Is sound a Nambu-Goldstone mode? The usual sound exists in solids, liquids, and gases, as a long-wavelength excitation with linear dispersion. Can its presence be attributed to the spontaneous breaking of some symmetry? In other words, is it a Goldstone mode of some symmetry?
 A: It depends on what sound you are talking about. Yes, in crystalline solids, sound is nothing but propagating phonons, in which case it is the Goldstone modes corresponding to broken translational symmetry.
In fluids, sound is a pressure-density wave and there it is not a Goldstone mode. It instead arises because of conservation laws governing the conservation of momentum and of mass (non-relativistically and in the absence of reactions) along with the presence of inertia.
A: Yes sound is a goldstone mode. Consider, for example, an ideal gas with particles at positions $\mathbf{x}_i$. There is a symmetry where we can displace each particle by some displacement $\mathbf{u}$. Of course this symmetry breaks spontaneously. By definition, we only observe $\mathbf{u}=\mathbf{0}$.
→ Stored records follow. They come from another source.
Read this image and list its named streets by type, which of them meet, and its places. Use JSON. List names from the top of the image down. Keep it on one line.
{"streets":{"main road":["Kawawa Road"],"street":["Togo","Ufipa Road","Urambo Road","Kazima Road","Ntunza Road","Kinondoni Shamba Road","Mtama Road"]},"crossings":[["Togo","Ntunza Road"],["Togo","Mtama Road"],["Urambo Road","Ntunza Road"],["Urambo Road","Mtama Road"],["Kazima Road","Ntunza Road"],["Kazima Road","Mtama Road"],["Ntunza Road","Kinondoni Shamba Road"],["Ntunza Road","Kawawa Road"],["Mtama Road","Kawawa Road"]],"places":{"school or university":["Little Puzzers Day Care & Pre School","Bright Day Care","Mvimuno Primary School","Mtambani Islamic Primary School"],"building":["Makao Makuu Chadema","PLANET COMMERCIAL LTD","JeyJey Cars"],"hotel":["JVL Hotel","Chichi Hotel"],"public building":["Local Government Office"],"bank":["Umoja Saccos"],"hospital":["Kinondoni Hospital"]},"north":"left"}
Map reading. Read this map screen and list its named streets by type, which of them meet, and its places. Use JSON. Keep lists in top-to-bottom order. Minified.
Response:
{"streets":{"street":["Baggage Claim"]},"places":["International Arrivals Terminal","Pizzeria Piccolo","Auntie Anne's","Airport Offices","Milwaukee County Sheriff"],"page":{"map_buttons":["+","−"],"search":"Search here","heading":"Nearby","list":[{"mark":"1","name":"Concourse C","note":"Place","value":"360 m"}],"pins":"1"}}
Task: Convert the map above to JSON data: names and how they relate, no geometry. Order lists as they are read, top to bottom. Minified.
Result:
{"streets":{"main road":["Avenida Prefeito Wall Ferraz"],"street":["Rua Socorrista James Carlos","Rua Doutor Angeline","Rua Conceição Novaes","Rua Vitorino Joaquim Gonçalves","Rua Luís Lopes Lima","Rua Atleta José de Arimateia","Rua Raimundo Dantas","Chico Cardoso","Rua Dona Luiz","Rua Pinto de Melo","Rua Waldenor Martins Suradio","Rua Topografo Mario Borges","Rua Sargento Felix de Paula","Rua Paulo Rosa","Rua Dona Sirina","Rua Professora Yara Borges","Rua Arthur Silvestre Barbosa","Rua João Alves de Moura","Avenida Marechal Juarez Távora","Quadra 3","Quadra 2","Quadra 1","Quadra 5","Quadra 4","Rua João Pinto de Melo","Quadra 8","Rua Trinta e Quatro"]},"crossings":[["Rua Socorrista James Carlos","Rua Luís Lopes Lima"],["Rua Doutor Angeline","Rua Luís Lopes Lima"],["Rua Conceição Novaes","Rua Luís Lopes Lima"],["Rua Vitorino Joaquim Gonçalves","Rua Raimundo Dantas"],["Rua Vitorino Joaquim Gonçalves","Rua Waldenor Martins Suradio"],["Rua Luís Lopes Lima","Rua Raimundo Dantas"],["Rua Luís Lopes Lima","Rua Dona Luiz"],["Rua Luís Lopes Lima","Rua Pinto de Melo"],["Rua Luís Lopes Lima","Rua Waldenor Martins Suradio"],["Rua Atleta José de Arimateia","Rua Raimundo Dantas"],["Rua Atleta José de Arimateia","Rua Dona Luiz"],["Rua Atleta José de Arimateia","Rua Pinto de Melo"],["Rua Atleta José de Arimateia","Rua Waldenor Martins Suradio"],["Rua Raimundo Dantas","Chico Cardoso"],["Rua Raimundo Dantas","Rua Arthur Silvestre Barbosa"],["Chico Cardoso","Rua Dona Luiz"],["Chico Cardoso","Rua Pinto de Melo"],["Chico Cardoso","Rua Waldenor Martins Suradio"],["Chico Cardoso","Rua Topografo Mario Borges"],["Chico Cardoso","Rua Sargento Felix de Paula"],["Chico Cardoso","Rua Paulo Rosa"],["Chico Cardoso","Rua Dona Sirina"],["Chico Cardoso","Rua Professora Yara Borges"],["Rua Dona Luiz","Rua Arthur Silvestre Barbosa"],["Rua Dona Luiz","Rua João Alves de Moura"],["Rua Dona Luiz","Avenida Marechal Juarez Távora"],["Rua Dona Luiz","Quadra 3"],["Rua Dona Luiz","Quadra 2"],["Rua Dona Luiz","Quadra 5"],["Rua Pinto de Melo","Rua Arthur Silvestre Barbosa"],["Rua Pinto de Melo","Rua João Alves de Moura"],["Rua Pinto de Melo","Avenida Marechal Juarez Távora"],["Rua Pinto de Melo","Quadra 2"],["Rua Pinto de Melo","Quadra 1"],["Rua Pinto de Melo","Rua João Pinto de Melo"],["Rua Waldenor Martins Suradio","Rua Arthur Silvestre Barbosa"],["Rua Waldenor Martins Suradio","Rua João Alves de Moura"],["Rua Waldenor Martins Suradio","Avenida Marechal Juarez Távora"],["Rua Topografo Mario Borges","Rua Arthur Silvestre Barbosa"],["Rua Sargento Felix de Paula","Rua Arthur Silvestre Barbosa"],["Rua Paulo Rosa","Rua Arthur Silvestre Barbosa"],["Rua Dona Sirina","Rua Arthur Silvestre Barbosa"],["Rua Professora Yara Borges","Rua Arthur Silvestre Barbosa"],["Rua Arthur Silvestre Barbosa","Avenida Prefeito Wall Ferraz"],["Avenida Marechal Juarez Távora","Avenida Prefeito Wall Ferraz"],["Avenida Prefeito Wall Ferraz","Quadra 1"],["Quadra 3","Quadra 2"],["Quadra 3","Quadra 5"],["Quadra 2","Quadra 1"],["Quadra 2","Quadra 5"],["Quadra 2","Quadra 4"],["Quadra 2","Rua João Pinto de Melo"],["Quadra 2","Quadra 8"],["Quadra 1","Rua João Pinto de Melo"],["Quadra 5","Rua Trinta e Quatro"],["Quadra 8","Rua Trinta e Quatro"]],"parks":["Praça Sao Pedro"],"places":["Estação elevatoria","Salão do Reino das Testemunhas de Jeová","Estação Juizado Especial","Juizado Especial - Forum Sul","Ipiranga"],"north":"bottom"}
The goldstone modes corresponding to this symmetry are modes where $\mathbf{u}$ is nonzero and varies spatially with some wavevector $\mathbf{k}$. That is, each particle gets displaced according to $\mathbf{x}_i \to \mathbf{x}_i + \mathbf{u} \cos(\mathbf{k} \cdot \mathbf{x}_i)$. This displacment will cause a sinusoidal variation in density, and therefore  sinusoidal varation in pressure, which is what sound is. 
Notice that the energy of the mode goes to zero as $\mathbf{k}$ goes to zero, since the $\mathbf{k}=\mathbf{0}$ limit is just a uniform shift, which requires zero energy. That is the idea behind goldstone modes. This same logic applies in liquids and solids as well.